• [DATASET CONTENT]
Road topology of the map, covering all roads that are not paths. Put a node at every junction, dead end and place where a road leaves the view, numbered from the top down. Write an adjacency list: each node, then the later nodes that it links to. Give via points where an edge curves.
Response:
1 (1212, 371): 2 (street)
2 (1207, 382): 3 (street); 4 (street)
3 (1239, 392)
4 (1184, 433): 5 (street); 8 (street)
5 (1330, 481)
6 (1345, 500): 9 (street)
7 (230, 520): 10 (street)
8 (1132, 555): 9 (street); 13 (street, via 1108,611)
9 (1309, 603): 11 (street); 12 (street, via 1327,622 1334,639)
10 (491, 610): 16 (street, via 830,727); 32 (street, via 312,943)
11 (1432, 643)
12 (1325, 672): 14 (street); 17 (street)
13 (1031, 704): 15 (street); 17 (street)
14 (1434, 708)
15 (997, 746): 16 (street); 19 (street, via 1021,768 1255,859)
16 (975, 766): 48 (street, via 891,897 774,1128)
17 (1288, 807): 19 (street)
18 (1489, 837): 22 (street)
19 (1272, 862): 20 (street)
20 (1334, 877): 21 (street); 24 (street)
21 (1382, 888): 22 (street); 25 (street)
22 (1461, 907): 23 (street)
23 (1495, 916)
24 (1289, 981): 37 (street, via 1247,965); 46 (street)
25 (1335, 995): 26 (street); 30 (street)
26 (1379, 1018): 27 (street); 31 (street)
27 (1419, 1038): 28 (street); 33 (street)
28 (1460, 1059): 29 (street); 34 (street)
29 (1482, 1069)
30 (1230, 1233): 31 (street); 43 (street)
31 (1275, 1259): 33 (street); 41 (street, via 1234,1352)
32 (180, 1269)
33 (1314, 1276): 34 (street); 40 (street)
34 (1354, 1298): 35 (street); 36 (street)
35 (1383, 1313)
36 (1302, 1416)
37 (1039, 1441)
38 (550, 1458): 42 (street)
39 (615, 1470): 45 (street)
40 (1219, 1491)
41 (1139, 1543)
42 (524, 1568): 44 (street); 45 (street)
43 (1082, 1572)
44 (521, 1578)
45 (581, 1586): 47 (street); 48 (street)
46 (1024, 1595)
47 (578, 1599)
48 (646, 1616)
---
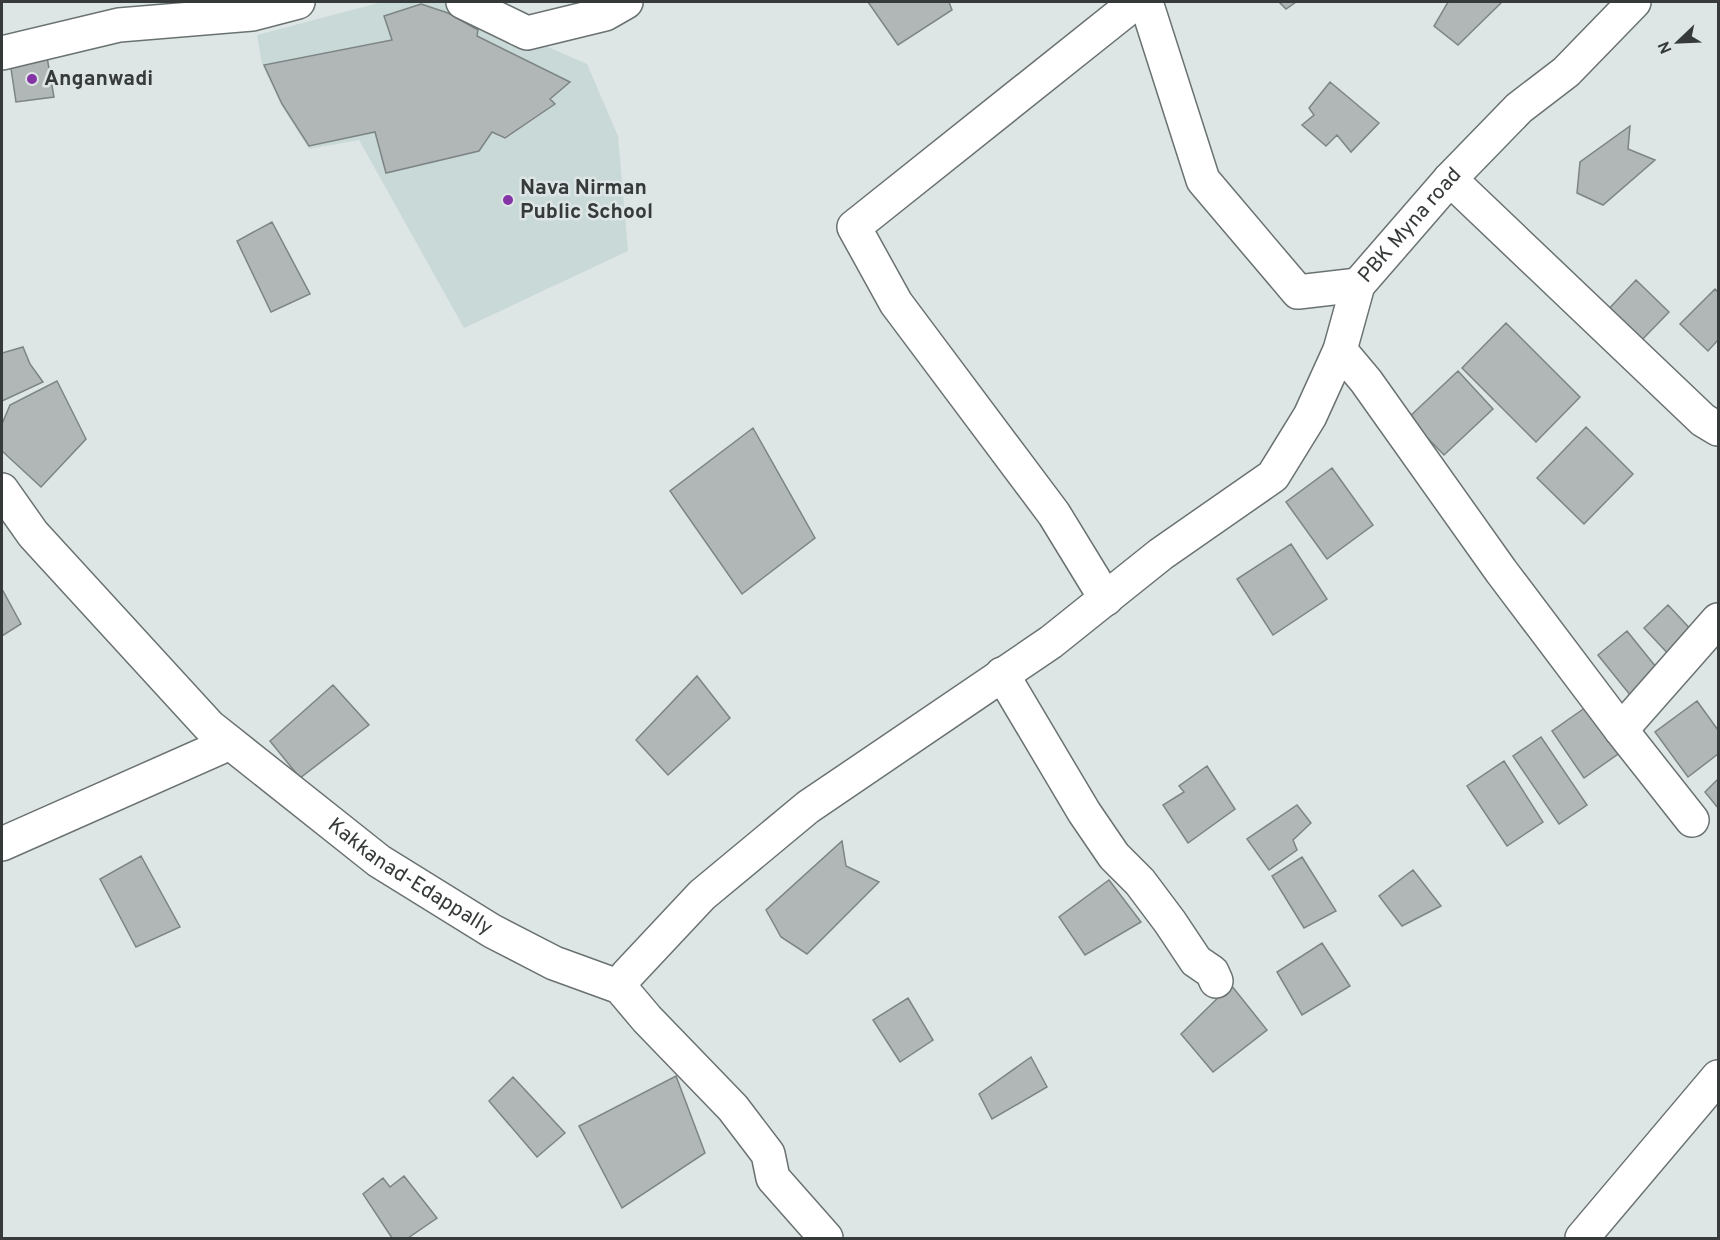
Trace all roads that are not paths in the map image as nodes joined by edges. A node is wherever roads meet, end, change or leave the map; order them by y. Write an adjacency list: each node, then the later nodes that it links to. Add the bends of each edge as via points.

• [WHAT IS NEEDED] Copy whichever lines in the listing above hold "nodes".

• [RESPONSE AREA]
Road topology of the map, covering all roads that are not paths. Put a node at every junction, dead end and place where a road leaves the view, numbered from the top down. Write an adjacency list: each node, then the later nodes that it links to. Give via points where an edge curves.
Trace all roads that are not paths in the map image as nodes joined by edges. A node is wherever roads meet, end, change or leave the map; order them by y. Write an adjacency list: each node, then the later nodes that it links to. Add the bends of each edge as via points.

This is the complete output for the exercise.